Sus declaraciones, realizadas durante una entrevista con la periodista Lourdes Mendoza, no tardaron en provocar reacciones, pues además de cuestionar el desempeño del gobierno federal, reavivaron el debate sobre el papel histórico del PRI y la dificultad que enfrenta ese partido para deslindarse de décadas de decisiones que también son objeto de críticas por parte de amplios sectores de la sociedad.
Un discurso que mira al pasado para cuestionar el presente
Durante la entrevista, Alejandro Moreno afirmó que Morena "no trajo el Mundial" y sostuvo que la designación de México como sede fue resultado de las gestiones realizadas durante una administración encabezada por el PRI.
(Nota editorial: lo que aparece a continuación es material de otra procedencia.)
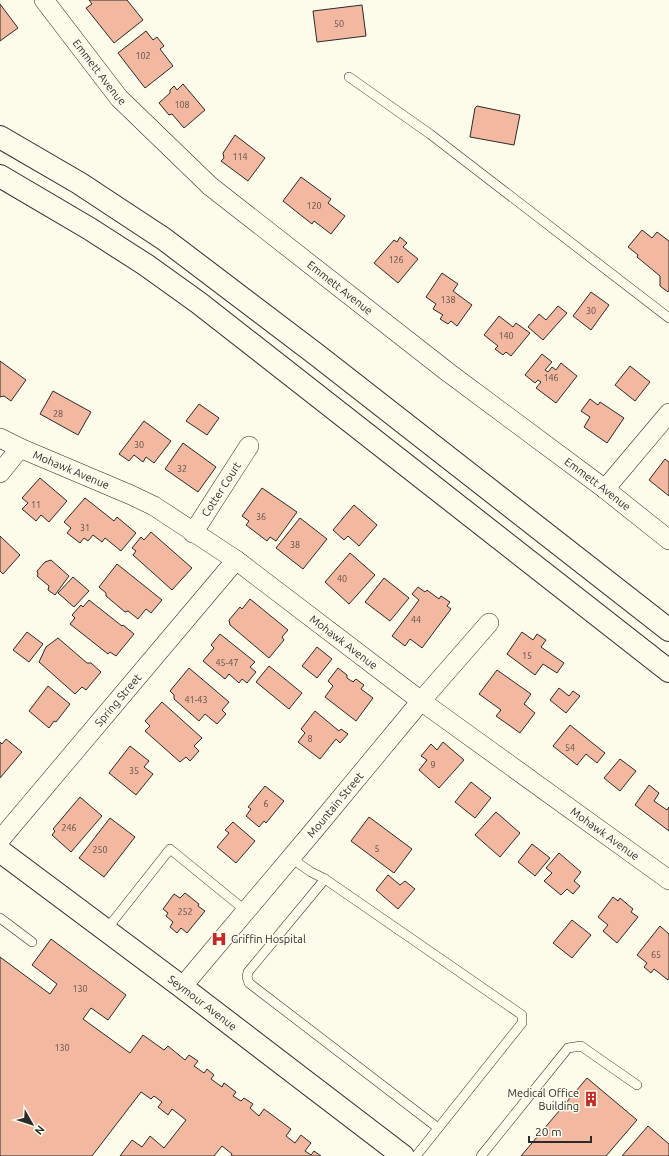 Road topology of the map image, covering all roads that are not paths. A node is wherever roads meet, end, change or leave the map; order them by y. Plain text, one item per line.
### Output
1 (44, 0) edge
2 (348, 77) dead end
3 (0, 137) edge
4 (0, 176) edge
5 (669, 318) edge
6 (669, 413) edge
7 (0, 438) edge
8 (249, 446) dead end
9 (20, 448) junction
10 (0, 473) edge
11 (605, 489) junction
12 (193, 533) junction
13 (669, 540) edge
14 (236, 560) junction
15 (489, 623) dead end
16 (669, 630) edge
17 (669, 671) edge
18 (421, 701) junction
19 (0, 840) edge
20 (0, 851) edge
21 (291, 858) junction
22 (325, 879) junction
23 (669, 880) edge
24 (246, 911) junction
25 (0, 918) edge
26 (106, 930) junction
27 (32, 942) dead end
28 (182, 987) junction
29 (637, 1085) dead end
30 (438, 1128) junction
31 (403, 1156) edge
32 (416, 1156) edge
33 (480, 1156) edge

1 - 11 street, Emmett Avenue
2 - 5 lane
3 - 16 main road
4 - 17 main road
6 - 11 street
7 - 9 street, Mohawk Avenue
8 - 12 street, Cotter Court
9 - 10 street
9 - 12 street, Mohawk Avenue
11 - 13 street, Emmett Avenue
12 - 14 street, Mohawk Avenue
14 - 18 street, Mohawk Avenue
14 - 19 street, Spring Street
15 - 18 street, Mountain Street
18 - 21 street, Mountain Street
18 - 23 street, Mohawk Avenue
20 - 26 main road, Seymour Avenue
21 - 22 lane
21 - 24 street, Mountain Street
22 - 30 lane
22 - 30 lane
24 - 26 lane
24 - 28 street, Mountain Street
25 - 27 lane
26 - 28 main road, Seymour Avenue
28 - 31 main road, Seymour Avenue
29 - 33 lane
30 - 32 lane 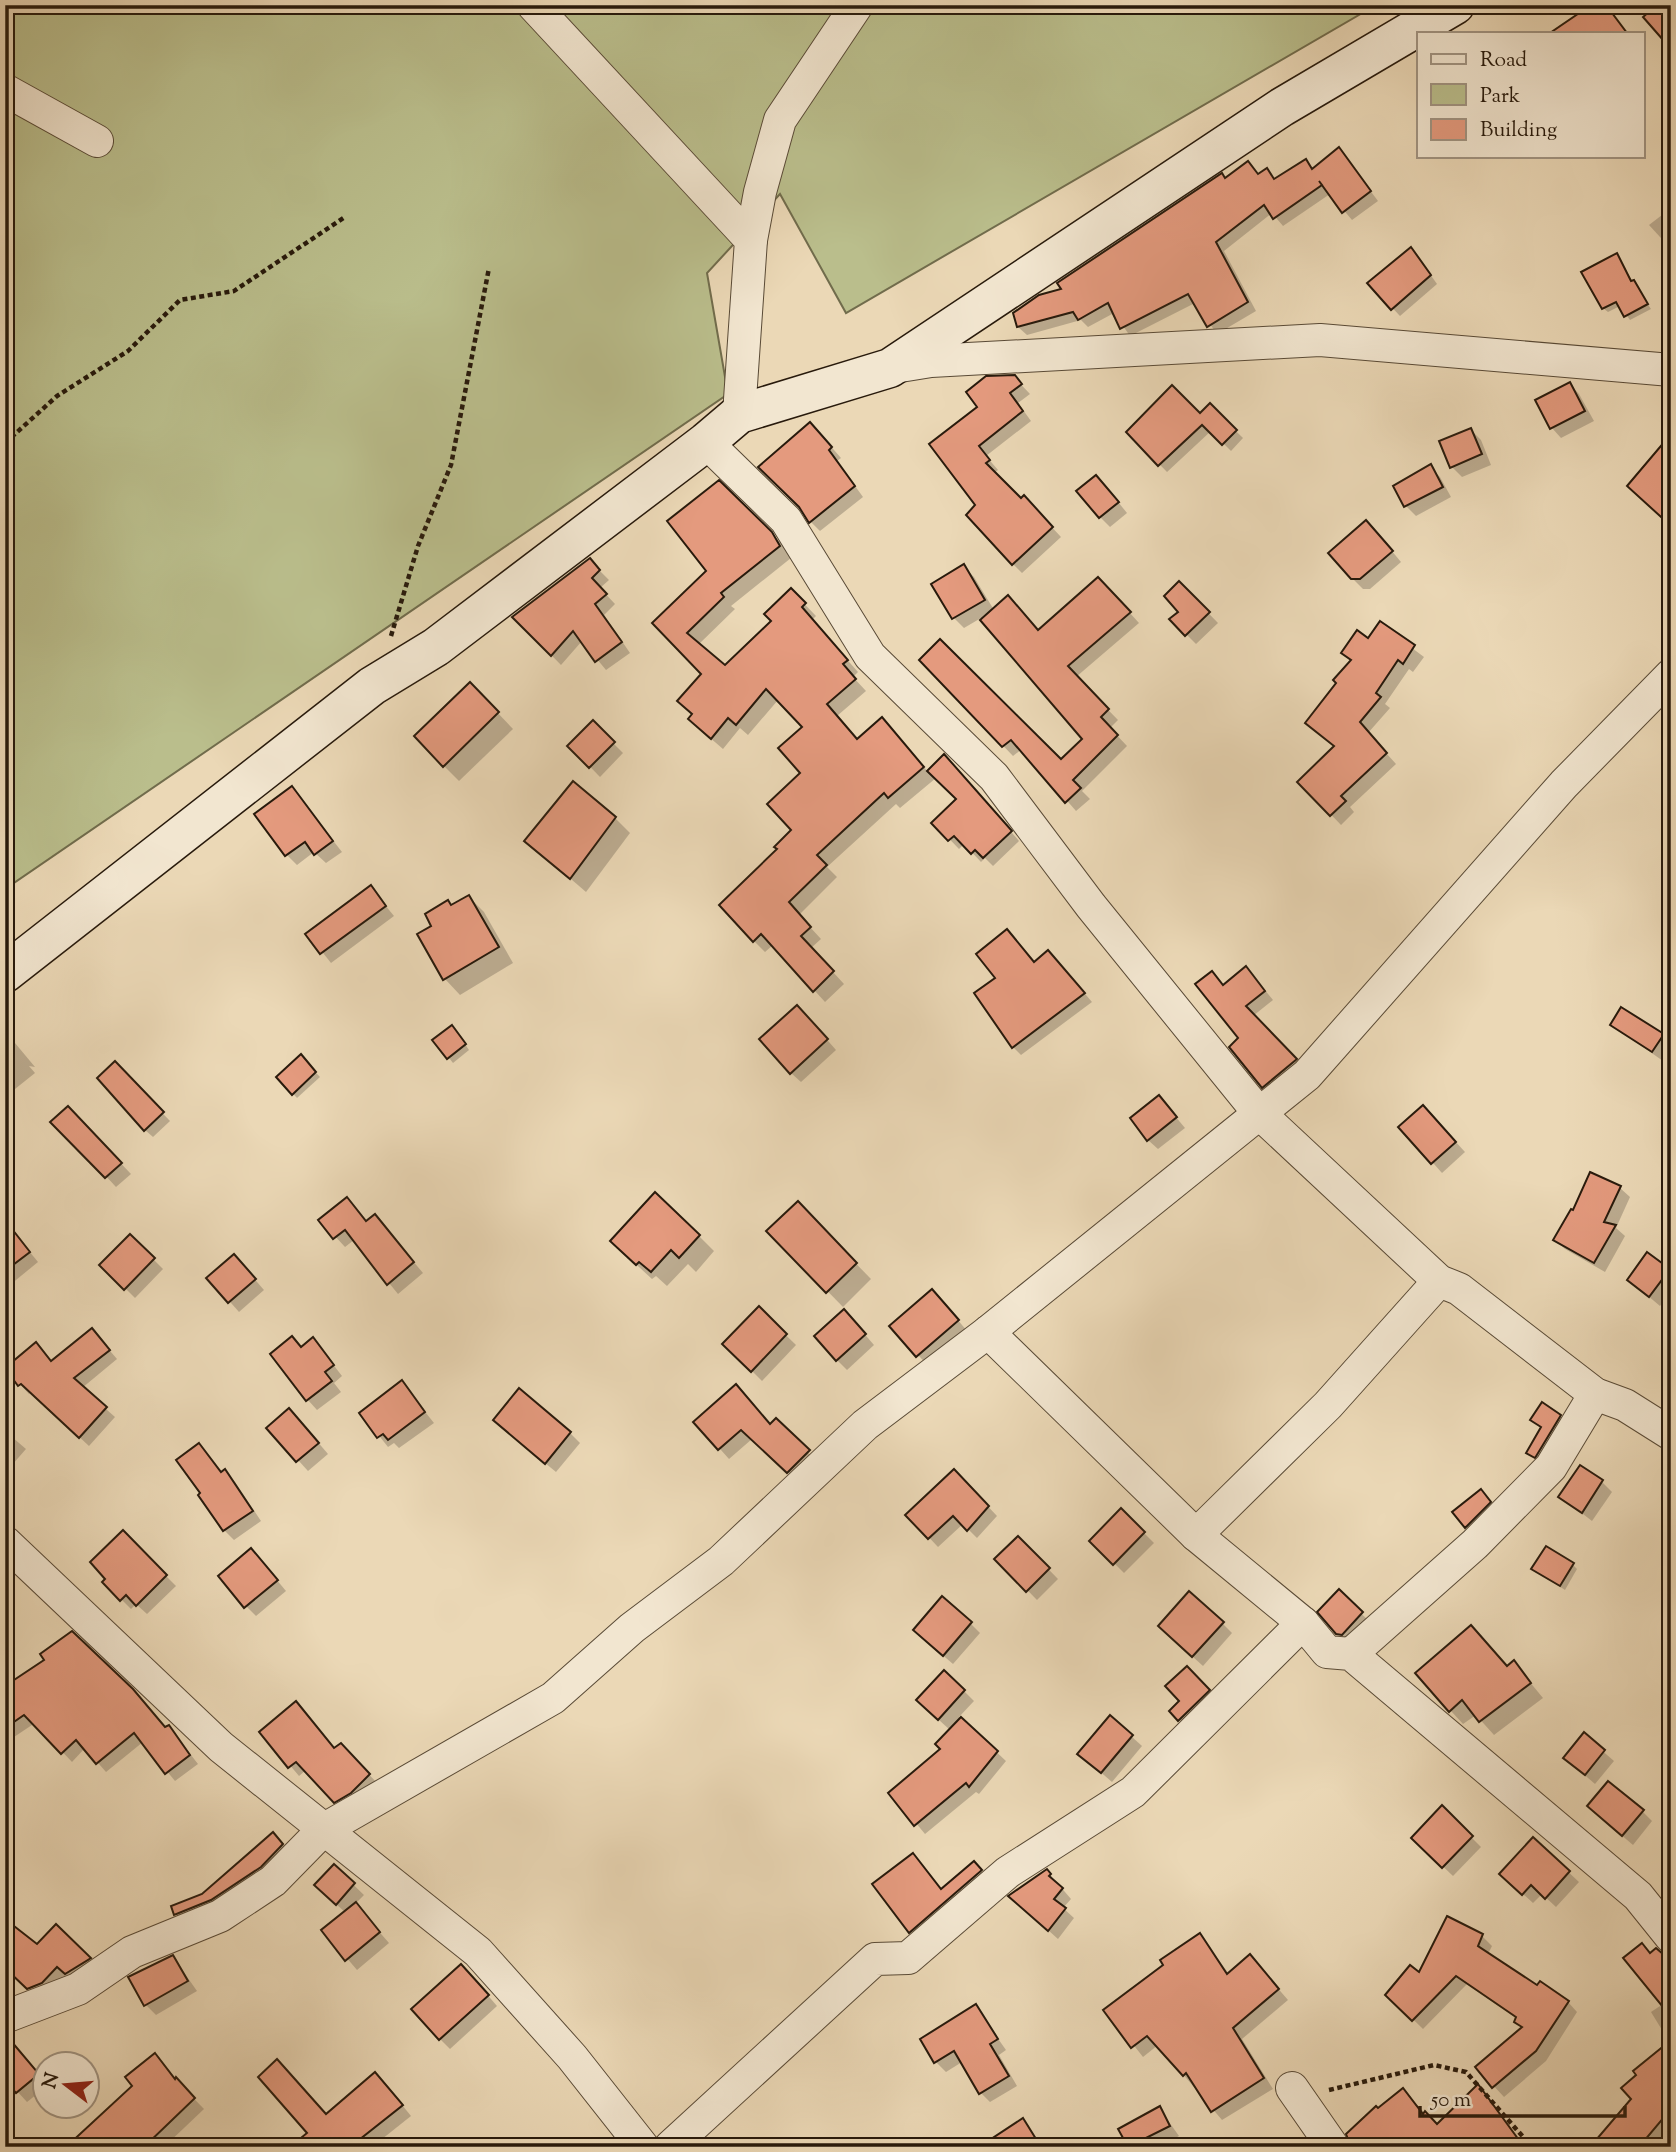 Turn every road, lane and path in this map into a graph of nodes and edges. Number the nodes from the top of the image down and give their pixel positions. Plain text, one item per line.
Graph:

Asimismo, calificó como un "desastre" la organización gubernamental alrededor del torneo y atribuyó al actual gobierno federal la responsabilidad por las protestas y los problemas registrados durante la justa mundialista.
Con esas declaraciones, el dirigente priista buscó establecer una diferencia entre la obtención de la sede y la organización del evento; sin embargo, el argumento también abrió espacio para recordar que la preparación de un Mundial implica procesos de varios años, con la participación de gobiernos de distintos niveles, organismos deportivos nacionales e internacionales y administraciones de diferentes signos políticos.
Las críticas también alcanzan al PRI
La postura de Alejandro Moreno ocurre en un momento en que el PRI continúa enfrentando una profunda crisis de credibilidad y una disminución sostenida de su fuerza electoral.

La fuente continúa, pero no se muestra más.